I don't mean to be dogmatic about what the proper subject matter for great fiction must be. In particular, I want to give a wide berth to two much-discredited criticisms of American literature. The first is that the American novel is too negative in its view of American life. Over the years, critics who believe this have consistently overpraised "affirmative" novels that quickly fade into well-deserved obscurity and have argued against the merits of works of real genius. Today it seems to be a permanent oddity of the freest and richest society in history that it can't produce self-celebratory art-it's a quirk in our national character-but that in no way justifies a dismissal of the grand procession of negative novelists, from Melville and Hawthorne on.
The second criticism is that the American novel isn't doing a good job of producing a realistic portrait of American life. It's true that social realism hasn't been the hallmark of American fiction for the past 40 years, but, as has been proven time and again, strict realism is not the one true path to greatness in the novel. Novelists should be judged on the basis of their skill as novelists, not as reporters, though a reportorial gift has been an important talent of many novelists. Sinclair Lewis and John O'Hara would have been first-rate reporters, but William Faulkner, a much greater novelist, would not.

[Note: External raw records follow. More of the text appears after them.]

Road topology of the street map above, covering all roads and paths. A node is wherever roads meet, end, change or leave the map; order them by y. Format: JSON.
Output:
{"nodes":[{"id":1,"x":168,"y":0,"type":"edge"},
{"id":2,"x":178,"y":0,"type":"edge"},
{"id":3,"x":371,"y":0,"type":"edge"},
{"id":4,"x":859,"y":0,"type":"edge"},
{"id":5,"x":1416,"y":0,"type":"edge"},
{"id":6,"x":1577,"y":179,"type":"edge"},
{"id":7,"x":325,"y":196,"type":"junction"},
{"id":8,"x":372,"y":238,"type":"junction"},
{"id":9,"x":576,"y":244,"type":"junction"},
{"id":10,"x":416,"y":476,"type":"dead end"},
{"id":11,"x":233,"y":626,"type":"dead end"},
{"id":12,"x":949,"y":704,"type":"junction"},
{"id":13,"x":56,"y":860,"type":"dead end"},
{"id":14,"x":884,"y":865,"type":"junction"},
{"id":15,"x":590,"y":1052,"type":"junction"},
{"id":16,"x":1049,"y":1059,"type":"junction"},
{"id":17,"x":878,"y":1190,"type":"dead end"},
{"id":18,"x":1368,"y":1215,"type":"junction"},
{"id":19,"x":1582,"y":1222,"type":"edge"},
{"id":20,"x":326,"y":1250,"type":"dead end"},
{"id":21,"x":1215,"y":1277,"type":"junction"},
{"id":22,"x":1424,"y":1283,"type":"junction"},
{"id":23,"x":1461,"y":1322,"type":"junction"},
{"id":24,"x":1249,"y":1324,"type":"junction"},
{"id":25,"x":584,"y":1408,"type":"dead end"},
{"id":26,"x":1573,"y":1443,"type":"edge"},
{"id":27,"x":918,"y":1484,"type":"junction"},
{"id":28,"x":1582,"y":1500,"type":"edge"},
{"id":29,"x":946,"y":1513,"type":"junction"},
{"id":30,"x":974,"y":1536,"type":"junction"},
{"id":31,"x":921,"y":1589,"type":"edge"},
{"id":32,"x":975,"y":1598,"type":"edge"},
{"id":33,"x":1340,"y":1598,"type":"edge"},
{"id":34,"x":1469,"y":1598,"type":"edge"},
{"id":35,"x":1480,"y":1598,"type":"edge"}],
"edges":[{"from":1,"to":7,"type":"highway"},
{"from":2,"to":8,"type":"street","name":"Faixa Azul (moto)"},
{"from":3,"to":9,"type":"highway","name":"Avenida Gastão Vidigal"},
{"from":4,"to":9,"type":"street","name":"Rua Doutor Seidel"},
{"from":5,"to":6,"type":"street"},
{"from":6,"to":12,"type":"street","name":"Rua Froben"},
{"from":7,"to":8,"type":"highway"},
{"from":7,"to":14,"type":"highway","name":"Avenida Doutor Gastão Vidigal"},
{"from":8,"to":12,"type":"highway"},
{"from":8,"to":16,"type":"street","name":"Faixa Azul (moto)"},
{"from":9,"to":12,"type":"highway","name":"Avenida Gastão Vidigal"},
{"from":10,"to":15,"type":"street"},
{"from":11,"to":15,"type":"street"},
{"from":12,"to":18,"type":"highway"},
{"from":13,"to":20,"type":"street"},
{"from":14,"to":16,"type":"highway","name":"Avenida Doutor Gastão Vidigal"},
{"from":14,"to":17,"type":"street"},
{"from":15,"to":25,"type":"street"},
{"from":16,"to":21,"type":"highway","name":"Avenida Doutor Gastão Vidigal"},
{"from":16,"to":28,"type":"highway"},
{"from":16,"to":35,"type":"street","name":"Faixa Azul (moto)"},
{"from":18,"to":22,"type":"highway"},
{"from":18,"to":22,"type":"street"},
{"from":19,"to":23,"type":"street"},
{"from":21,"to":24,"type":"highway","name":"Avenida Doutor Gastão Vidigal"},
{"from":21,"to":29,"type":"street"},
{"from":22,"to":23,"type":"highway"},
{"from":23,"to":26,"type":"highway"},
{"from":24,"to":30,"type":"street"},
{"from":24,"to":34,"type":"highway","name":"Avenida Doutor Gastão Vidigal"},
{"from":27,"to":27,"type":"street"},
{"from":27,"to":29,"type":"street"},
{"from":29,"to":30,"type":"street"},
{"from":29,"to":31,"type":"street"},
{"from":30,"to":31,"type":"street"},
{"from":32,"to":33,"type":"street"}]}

The case for Common Ground over White Noise can be made without resorting to calling DeLillo either insufficiently affirmative or insufficiently realistic. Common Ground is the much more negative and depressing of the two books in its view of ordinary American life. White Noise is about people who live pleasant (though troubled) lives, and it ends on an upbeat (though strange) note, while Common Ground deals with poverty and with the hopelessness of our major social problem. Lukas is more realistic, but the territory on which DeLillo's novel takes place, Campusland USA, is one he obviously knows well, and he evokes it with great good humor. The problem with White Noise is more that its vision is too easily achieved, too pat. …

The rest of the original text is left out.